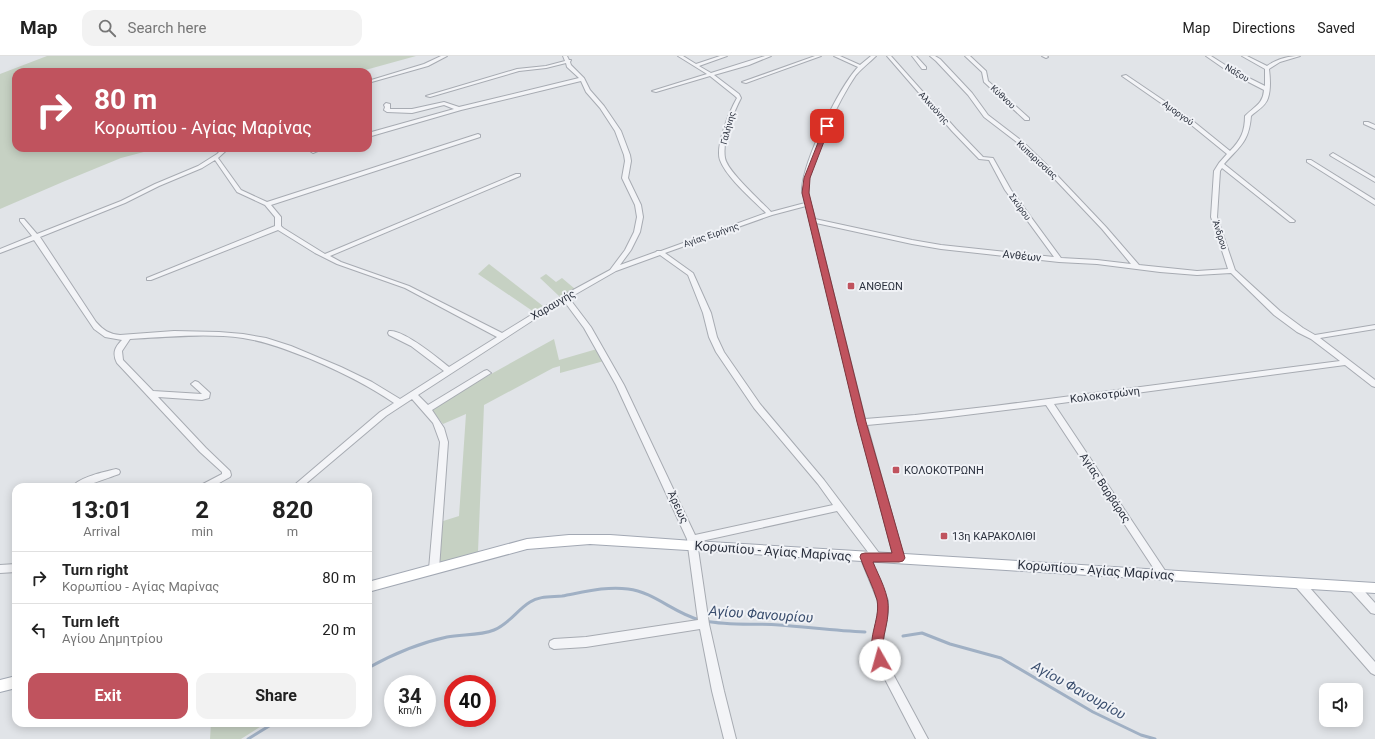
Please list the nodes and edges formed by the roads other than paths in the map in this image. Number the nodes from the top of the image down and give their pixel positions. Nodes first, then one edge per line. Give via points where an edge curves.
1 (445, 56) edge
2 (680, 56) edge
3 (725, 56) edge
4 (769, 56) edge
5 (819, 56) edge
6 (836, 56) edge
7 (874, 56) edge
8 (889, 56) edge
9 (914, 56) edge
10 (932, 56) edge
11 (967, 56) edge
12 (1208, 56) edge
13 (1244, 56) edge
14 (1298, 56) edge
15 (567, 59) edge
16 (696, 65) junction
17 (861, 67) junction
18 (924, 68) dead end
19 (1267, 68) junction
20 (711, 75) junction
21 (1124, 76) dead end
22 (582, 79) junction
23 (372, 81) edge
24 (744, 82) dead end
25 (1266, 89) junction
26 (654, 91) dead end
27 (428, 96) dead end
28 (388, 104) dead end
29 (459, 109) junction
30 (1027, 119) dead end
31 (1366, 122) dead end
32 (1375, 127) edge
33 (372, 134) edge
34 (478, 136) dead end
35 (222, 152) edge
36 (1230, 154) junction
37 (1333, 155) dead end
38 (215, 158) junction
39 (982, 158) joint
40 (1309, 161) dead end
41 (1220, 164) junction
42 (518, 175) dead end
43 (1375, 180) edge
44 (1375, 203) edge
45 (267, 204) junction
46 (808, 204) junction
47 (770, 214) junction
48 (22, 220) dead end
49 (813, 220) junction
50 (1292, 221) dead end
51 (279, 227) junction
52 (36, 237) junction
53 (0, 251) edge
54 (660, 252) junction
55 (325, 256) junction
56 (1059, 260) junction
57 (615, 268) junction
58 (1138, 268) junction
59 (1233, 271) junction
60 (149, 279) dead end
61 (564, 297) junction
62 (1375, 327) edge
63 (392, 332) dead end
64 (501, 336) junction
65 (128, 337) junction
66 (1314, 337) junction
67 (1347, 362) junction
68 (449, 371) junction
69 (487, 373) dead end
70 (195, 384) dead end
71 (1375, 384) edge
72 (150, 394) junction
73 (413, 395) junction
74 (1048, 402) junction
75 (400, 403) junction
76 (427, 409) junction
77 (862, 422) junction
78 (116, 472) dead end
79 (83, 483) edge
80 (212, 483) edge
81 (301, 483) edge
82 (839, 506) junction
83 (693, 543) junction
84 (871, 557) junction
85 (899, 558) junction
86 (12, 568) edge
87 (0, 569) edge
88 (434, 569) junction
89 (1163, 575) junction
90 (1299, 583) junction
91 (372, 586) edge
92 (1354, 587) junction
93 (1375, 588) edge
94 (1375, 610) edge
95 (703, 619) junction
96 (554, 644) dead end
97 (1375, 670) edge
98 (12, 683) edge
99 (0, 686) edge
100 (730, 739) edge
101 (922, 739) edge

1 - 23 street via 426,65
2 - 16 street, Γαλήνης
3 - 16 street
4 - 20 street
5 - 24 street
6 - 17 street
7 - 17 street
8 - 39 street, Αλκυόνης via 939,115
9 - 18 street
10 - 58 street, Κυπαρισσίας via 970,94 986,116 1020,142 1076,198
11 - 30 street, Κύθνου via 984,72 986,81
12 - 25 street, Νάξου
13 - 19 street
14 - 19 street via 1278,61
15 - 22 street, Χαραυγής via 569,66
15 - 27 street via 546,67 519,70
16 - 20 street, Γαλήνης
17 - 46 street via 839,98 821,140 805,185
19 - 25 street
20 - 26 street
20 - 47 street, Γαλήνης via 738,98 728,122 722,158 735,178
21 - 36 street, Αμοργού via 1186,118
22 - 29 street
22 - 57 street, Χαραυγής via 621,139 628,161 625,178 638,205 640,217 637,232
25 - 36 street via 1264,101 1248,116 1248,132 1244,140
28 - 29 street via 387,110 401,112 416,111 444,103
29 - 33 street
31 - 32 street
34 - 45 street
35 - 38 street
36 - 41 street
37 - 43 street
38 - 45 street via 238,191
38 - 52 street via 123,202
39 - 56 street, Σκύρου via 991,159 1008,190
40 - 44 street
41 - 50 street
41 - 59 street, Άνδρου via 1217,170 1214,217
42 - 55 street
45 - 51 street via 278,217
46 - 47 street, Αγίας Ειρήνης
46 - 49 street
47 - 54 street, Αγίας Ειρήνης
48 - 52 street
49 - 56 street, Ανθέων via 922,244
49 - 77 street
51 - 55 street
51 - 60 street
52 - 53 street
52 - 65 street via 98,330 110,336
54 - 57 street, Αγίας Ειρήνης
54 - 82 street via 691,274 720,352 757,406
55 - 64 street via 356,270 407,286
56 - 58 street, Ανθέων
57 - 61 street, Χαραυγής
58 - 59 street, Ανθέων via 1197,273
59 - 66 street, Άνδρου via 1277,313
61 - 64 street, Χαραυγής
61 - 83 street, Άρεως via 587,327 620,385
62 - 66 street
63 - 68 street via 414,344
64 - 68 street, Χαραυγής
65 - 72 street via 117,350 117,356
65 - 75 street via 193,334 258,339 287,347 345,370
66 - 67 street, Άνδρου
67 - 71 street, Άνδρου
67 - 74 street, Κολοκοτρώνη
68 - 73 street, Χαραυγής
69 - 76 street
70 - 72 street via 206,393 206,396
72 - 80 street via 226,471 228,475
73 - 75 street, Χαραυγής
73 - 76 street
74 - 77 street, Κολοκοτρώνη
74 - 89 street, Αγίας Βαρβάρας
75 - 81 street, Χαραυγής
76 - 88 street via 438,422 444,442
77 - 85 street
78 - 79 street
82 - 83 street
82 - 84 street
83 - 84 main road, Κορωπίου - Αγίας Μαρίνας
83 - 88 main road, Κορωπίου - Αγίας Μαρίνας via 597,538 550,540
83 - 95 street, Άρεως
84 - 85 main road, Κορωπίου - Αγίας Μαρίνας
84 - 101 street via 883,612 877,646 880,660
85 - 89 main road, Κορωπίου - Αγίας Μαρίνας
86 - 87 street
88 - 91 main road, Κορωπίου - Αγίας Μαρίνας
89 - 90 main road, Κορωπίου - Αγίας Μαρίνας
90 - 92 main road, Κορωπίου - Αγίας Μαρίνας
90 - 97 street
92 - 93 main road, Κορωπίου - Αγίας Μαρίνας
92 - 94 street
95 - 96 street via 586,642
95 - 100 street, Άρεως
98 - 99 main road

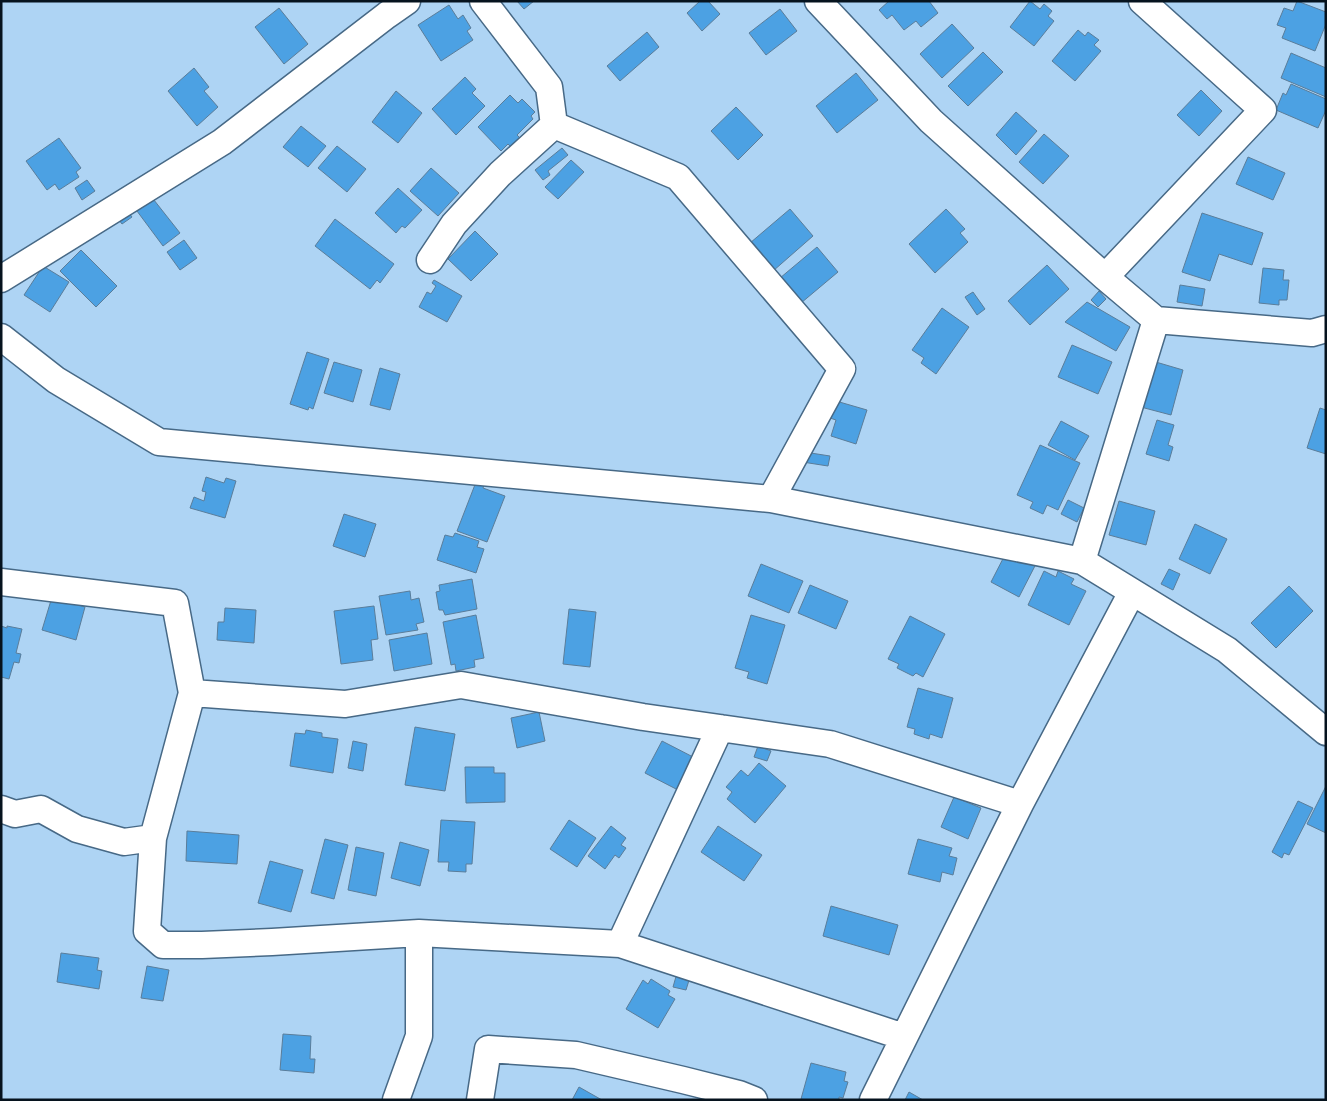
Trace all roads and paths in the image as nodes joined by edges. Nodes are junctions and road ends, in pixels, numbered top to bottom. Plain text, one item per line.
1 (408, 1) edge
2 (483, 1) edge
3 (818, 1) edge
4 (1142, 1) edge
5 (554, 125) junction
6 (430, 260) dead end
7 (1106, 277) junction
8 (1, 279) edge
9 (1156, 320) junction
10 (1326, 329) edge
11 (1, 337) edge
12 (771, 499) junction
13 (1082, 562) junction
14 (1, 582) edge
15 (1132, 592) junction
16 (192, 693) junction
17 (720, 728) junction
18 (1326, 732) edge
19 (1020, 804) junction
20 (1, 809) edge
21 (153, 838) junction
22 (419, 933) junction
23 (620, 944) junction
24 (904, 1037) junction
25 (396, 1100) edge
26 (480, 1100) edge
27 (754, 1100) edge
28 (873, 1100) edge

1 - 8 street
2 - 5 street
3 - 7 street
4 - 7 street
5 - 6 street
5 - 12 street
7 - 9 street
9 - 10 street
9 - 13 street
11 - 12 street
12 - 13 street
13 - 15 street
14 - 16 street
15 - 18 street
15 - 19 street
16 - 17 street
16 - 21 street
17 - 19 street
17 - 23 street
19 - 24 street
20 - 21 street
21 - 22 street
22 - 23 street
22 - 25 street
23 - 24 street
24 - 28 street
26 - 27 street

EXERCISE DESCRIPTION: Give all entries again verbatim, without any images.

ANSWER SPACE:
Please list the nodes and edges formed by the roads other than paths in the map in this image. Number the nodes from the top of the image down and give their pixel positions. Nodes first, then one edge per line. Give via points where an edge curves.
1 (445, 56) edge
2 (680, 56) edge
3 (725, 56) edge
4 (769, 56) edge
5 (819, 56) edge
6 (836, 56) edge
7 (874, 56) edge
8 (889, 56) edge
9 (914, 56) edge
10 (932, 56) edge
11 (967, 56) edge
12 (1208, 56) edge
13 (1244, 56) edge
14 (1298, 56) edge
15 (567, 59) edge
16 (696, 65) junction
17 (861, 67) junction
18 (924, 68) dead end
19 (1267, 68) junction
20 (711, 75) junction
21 (1124, 76) dead end
22 (582, 79) junction
23 (372, 81) edge
24 (744, 82) dead end
25 (1266, 89) junction
26 (654, 91) dead end
27 (428, 96) dead end
28 (388, 104) dead end
29 (459, 109) junction
30 (1027, 119) dead end
31 (1366, 122) dead end
32 (1375, 127) edge
33 (372, 134) edge
34 (478, 136) dead end
35 (222, 152) edge
36 (1230, 154) junction
37 (1333, 155) dead end
38 (215, 158) junction
39 (982, 158) joint
40 (1309, 161) dead end
41 (1220, 164) junction
42 (518, 175) dead end
43 (1375, 180) edge
44 (1375, 203) edge
45 (267, 204) junction
46 (808, 204) junction
47 (770, 214) junction
48 (22, 220) dead end
49 (813, 220) junction
50 (1292, 221) dead end
51 (279, 227) junction
52 (36, 237) junction
53 (0, 251) edge
54 (660, 252) junction
55 (325, 256) junction
56 (1059, 260) junction
57 (615, 268) junction
58 (1138, 268) junction
59 (1233, 271) junction
60 (149, 279) dead end
61 (564, 297) junction
62 (1375, 327) edge
63 (392, 332) dead end
64 (501, 336) junction
65 (128, 337) junction
66 (1314, 337) junction
67 (1347, 362) junction
68 (449, 371) junction
69 (487, 373) dead end
70 (195, 384) dead end
71 (1375, 384) edge
72 (150, 394) junction
73 (413, 395) junction
74 (1048, 402) junction
75 (400, 403) junction
76 (427, 409) junction
77 (862, 422) junction
78 (116, 472) dead end
79 (83, 483) edge
80 (212, 483) edge
81 (301, 483) edge
82 (839, 506) junction
83 (693, 543) junction
84 (871, 557) junction
85 (899, 558) junction
86 (12, 568) edge
87 (0, 569) edge
88 (434, 569) junction
89 (1163, 575) junction
90 (1299, 583) junction
91 (372, 586) edge
92 (1354, 587) junction
93 (1375, 588) edge
94 (1375, 610) edge
95 (703, 619) junction
96 (554, 644) dead end
97 (1375, 670) edge
98 (12, 683) edge
99 (0, 686) edge
100 (730, 739) edge
101 (922, 739) edge

1 - 23 street via 426,65
2 - 16 street, Γαλήνης
3 - 16 street
4 - 20 street
5 - 24 street
6 - 17 street
7 - 17 street
8 - 39 street, Αλκυόνης via 939,115
9 - 18 street
10 - 58 street, Κυπαρισσίας via 970,94 986,116 1020,142 1076,198
11 - 30 street, Κύθνου via 984,72 986,81
12 - 25 street, Νάξου
13 - 19 street
14 - 19 street via 1278,61
15 - 22 street, Χαραυγής via 569,66
15 - 27 street via 546,67 519,70
16 - 20 street, Γαλήνης
17 - 46 street via 839,98 821,140 805,185
19 - 25 street
20 - 26 street
20 - 47 street, Γαλήνης via 738,98 728,122 722,158 735,178
21 - 36 street, Αμοργού via 1186,118
22 - 29 street
22 - 57 street, Χαραυγής via 621,139 628,161 625,178 638,205 640,217 637,232
25 - 36 street via 1264,101 1248,116 1248,132 1244,140
28 - 29 street via 387,110 401,112 416,111 444,103
29 - 33 street
31 - 32 street
34 - 45 street
35 - 38 street
36 - 41 street
37 - 43 street
38 - 45 street via 238,191
38 - 52 street via 123,202
39 - 56 street, Σκύρου via 991,159 1008,190
40 - 44 street
41 - 50 street
41 - 59 street, Άνδρου via 1217,170 1214,217
42 - 55 street
45 - 51 street via 278,217
46 - 47 street, Αγίας Ειρήνης
46 - 49 street
47 - 54 street, Αγίας Ειρήνης
48 - 52 street
49 - 56 street, Ανθέων via 922,244
49 - 77 street
51 - 55 street
51 - 60 street
52 - 53 street
52 - 65 street via 98,330 110,336
54 - 57 street, Αγίας Ειρήνης
54 - 82 street via 691,274 720,352 757,406
55 - 64 street via 356,270 407,286
56 - 58 street, Ανθέων
57 - 61 street, Χαραυγής
58 - 59 street, Ανθέων via 1197,273
59 - 66 street, Άνδρου via 1277,313
61 - 64 street, Χαραυγής
61 - 83 street, Άρεως via 587,327 620,385
62 - 66 street
63 - 68 street via 414,344
64 - 68 street, Χαραυγής
65 - 72 street via 117,350 117,356
65 - 75 street via 193,334 258,339 287,347 345,370
66 - 67 street, Άνδρου
67 - 71 street, Άνδρου
67 - 74 street, Κολοκοτρώνη
68 - 73 street, Χαραυγής
69 - 76 street
70 - 72 street via 206,393 206,396
72 - 80 street via 226,471 228,475
73 - 75 street, Χαραυγής
73 - 76 street
74 - 77 street, Κολοκοτρώνη
74 - 89 street, Αγίας Βαρβάρας
75 - 81 street, Χαραυγής
76 - 88 street via 438,422 444,442
77 - 85 street
78 - 79 street
82 - 83 street
82 - 84 street
83 - 84 main road, Κορωπίου - Αγίας Μαρίνας
83 - 88 main road, Κορωπίου - Αγίας Μαρίνας via 597,538 550,540
83 - 95 street, Άρεως
84 - 85 main road, Κορωπίου - Αγίας Μαρίνας
84 - 101 street via 883,612 877,646 880,660
85 - 89 main road, Κορωπίου - Αγίας Μαρίνας
86 - 87 street
88 - 91 main road, Κορωπίου - Αγίας Μαρίνας
89 - 90 main road, Κορωπίου - Αγίας Μαρίνας
90 - 92 main road, Κορωπίου - Αγίας Μαρίνας
90 - 97 street
92 - 93 main road, Κορωπίου - Αγίας Μαρίνας
92 - 94 street
95 - 96 street via 586,642
95 - 100 street, Άρεως
98 - 99 main road

Trace all roads and paths in the image as nodes joined by edges. Nodes are junctions and road ends, in pixels, numbered top to bottom. Plain text, one item per line.
1 (408, 1) edge
2 (483, 1) edge
3 (818, 1) edge
4 (1142, 1) edge
5 (554, 125) junction
6 (430, 260) dead end
7 (1106, 277) junction
8 (1, 279) edge
9 (1156, 320) junction
10 (1326, 329) edge
11 (1, 337) edge
12 (771, 499) junction
13 (1082, 562) junction
14 (1, 582) edge
15 (1132, 592) junction
16 (192, 693) junction
17 (720, 728) junction
18 (1326, 732) edge
19 (1020, 804) junction
20 (1, 809) edge
21 (153, 838) junction
22 (419, 933) junction
23 (620, 944) junction
24 (904, 1037) junction
25 (396, 1100) edge
26 (480, 1100) edge
27 (754, 1100) edge
28 (873, 1100) edge

1 - 8 street
2 - 5 street
3 - 7 street
4 - 7 street
5 - 6 street
5 - 12 street
7 - 9 street
9 - 10 street
9 - 13 street
11 - 12 street
12 - 13 street
13 - 15 street
14 - 16 street
15 - 18 street
15 - 19 street
16 - 17 street
16 - 21 street
17 - 19 street
17 - 23 street
19 - 24 street
20 - 21 street
21 - 22 street
22 - 23 street
22 - 25 street
23 - 24 street
24 - 28 street
26 - 27 street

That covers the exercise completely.